"I've seen a lot of videos that seem stiff and predetermined," he says. "My interviews were unscripted. . . . I would just ask, 'How do you feel about your land?' It was very powerful."
An affable, strikingly tall (6-foot-6) Deptford resident who grew up in Glendora, Williams holds a forestry degree from Rutgers University and has worked in his field since 1975.
He says he believes the public generally doesn't understand the complexity of forestry, reducing questions of how best to manage our woodlands into arguments about whether or not to cut particular trees.
Nuances about commercial lumbering, land development, and private stewardship - in particular, management techniques such as controlled burning - get lost amid calls to save it all, he adds.
That's why Williams wanted to film interviews with professionals who cut timber, including officials of a company owned by American Indians in Wisconsin.
"Environmentalists are carrying the day, and during my career I have grown to accept much of what they're saying," Williams says. "But extremists rule.
"We need to understand that our forests are not museums. . . . This notion of wrapping our arms around them and loving them to death is destructive."
To make a film about what he calls "common ground," Williams obtained seed money from the American Forest Foundation.

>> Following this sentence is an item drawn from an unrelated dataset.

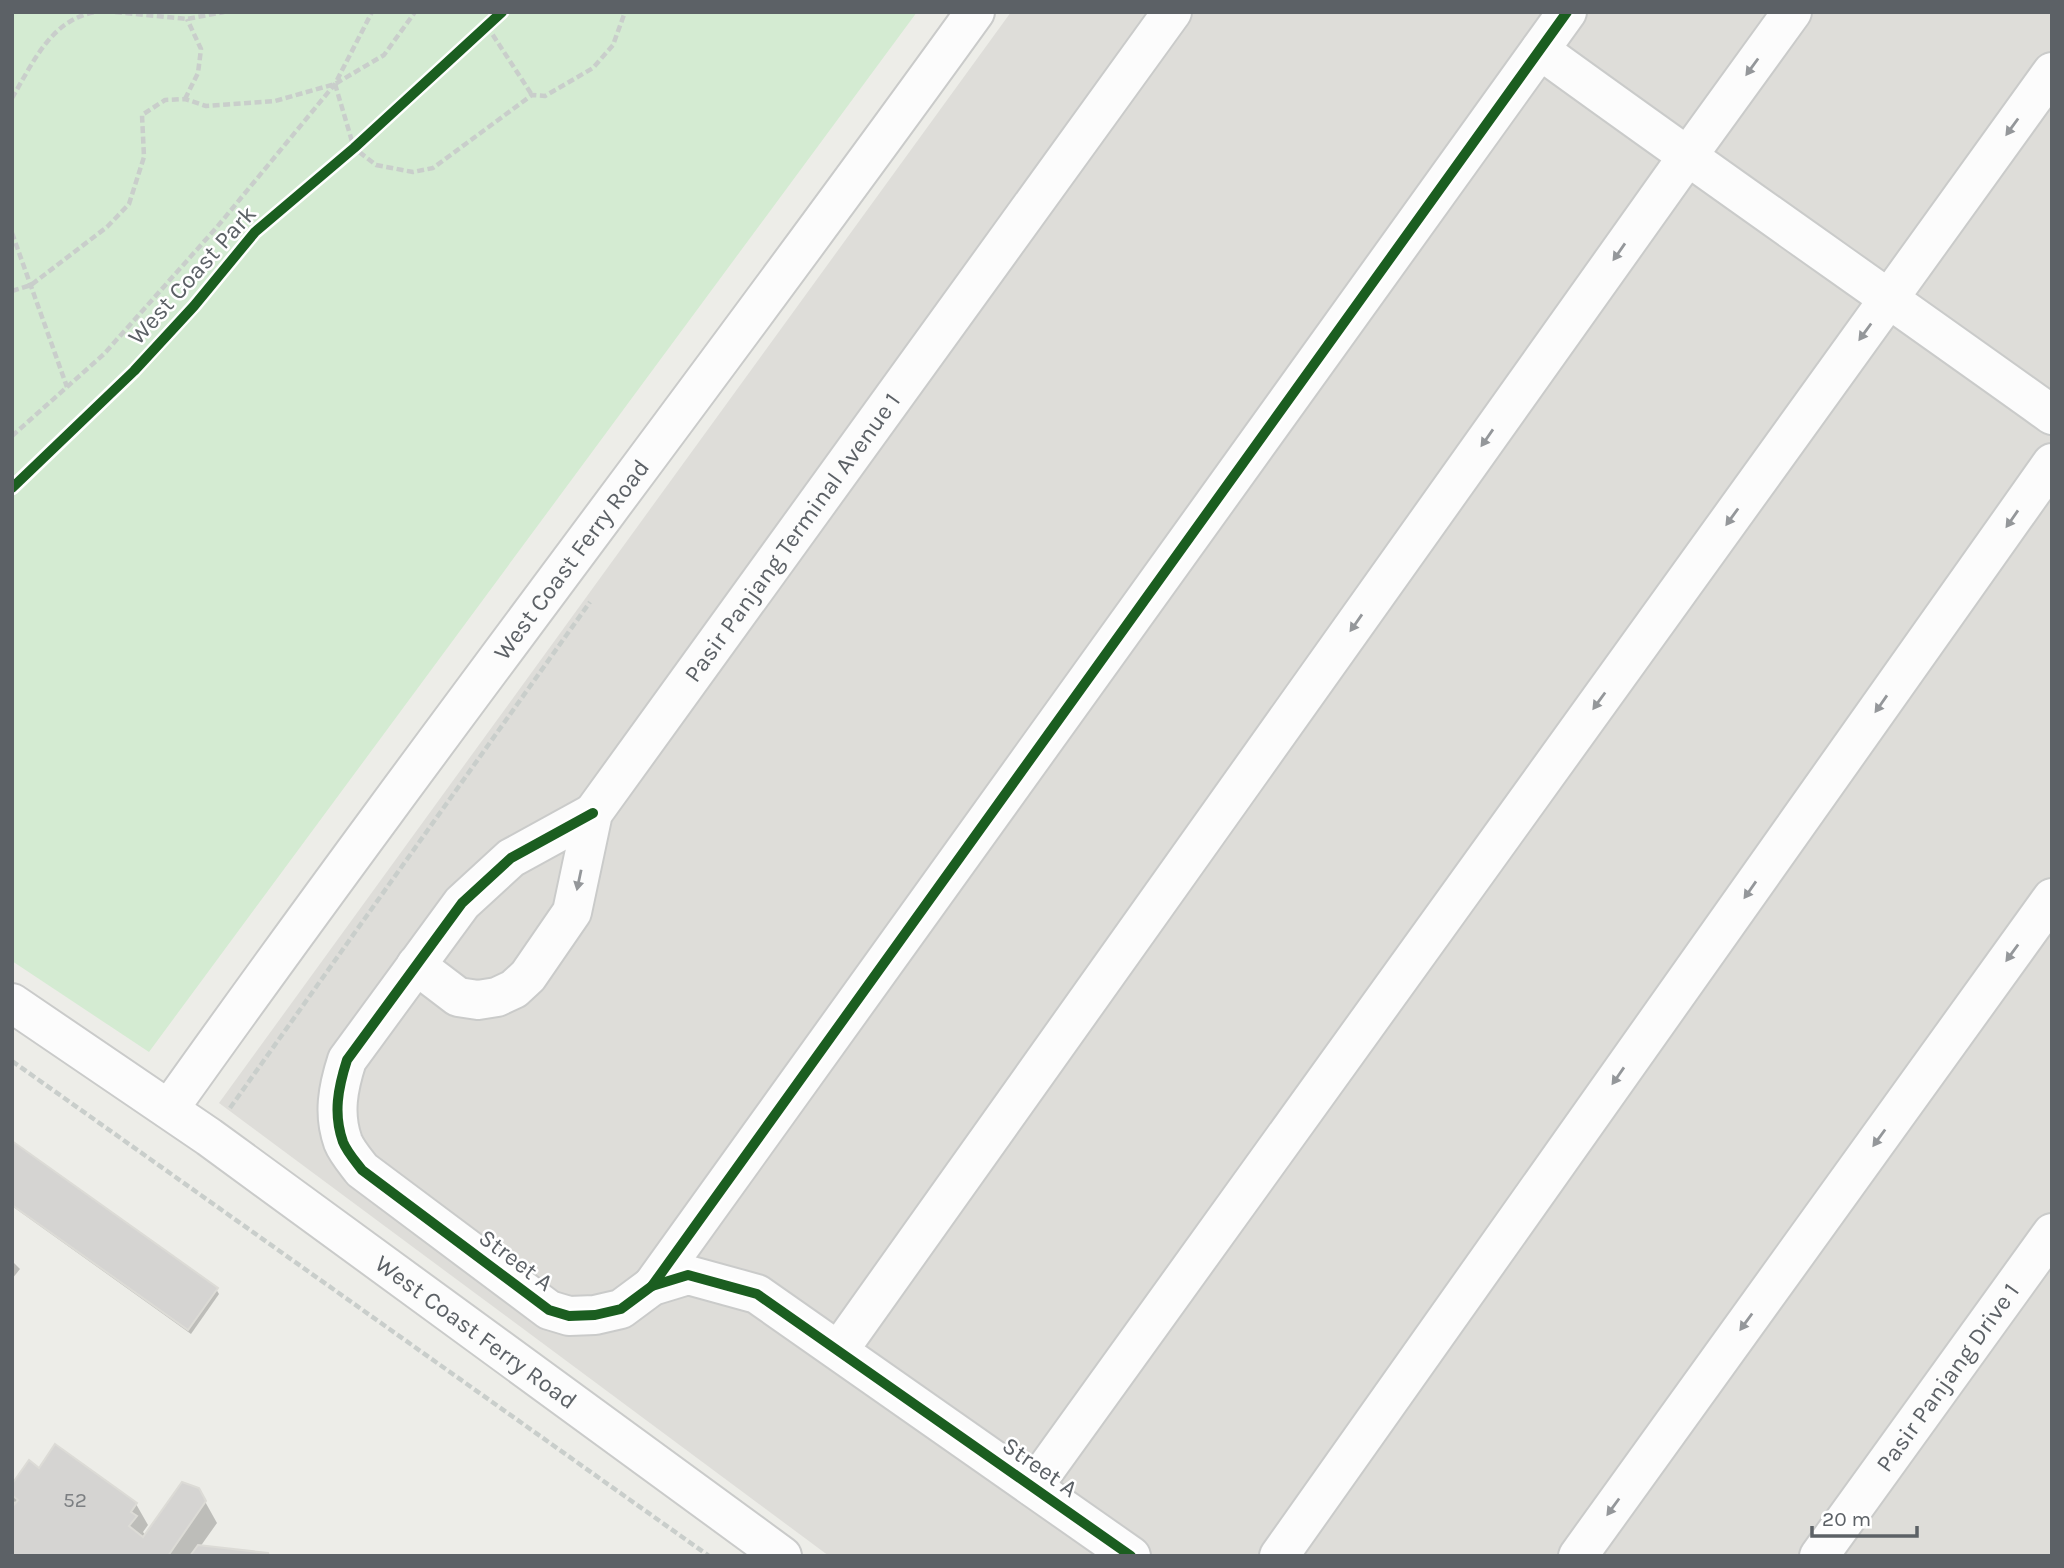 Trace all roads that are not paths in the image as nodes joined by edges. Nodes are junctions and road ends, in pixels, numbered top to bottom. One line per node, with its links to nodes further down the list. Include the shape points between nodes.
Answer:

"I figured I would raise the rest of it later," he says wryly; he contributed $8,000 of his own toward the film's $88,000 cost, which was largely underwritten by forestry-related organizations.
Williams hired Jarvis Video Productions, a company founded in Little Egg Harbor, N.J., by commercial-TV veteran Irv Jarvis and now run by his son, Kirk.
The younger Jarvis, who directed A Working Forest, understood Williams' need to educate the public about forestry using more than just a "walk in the woods."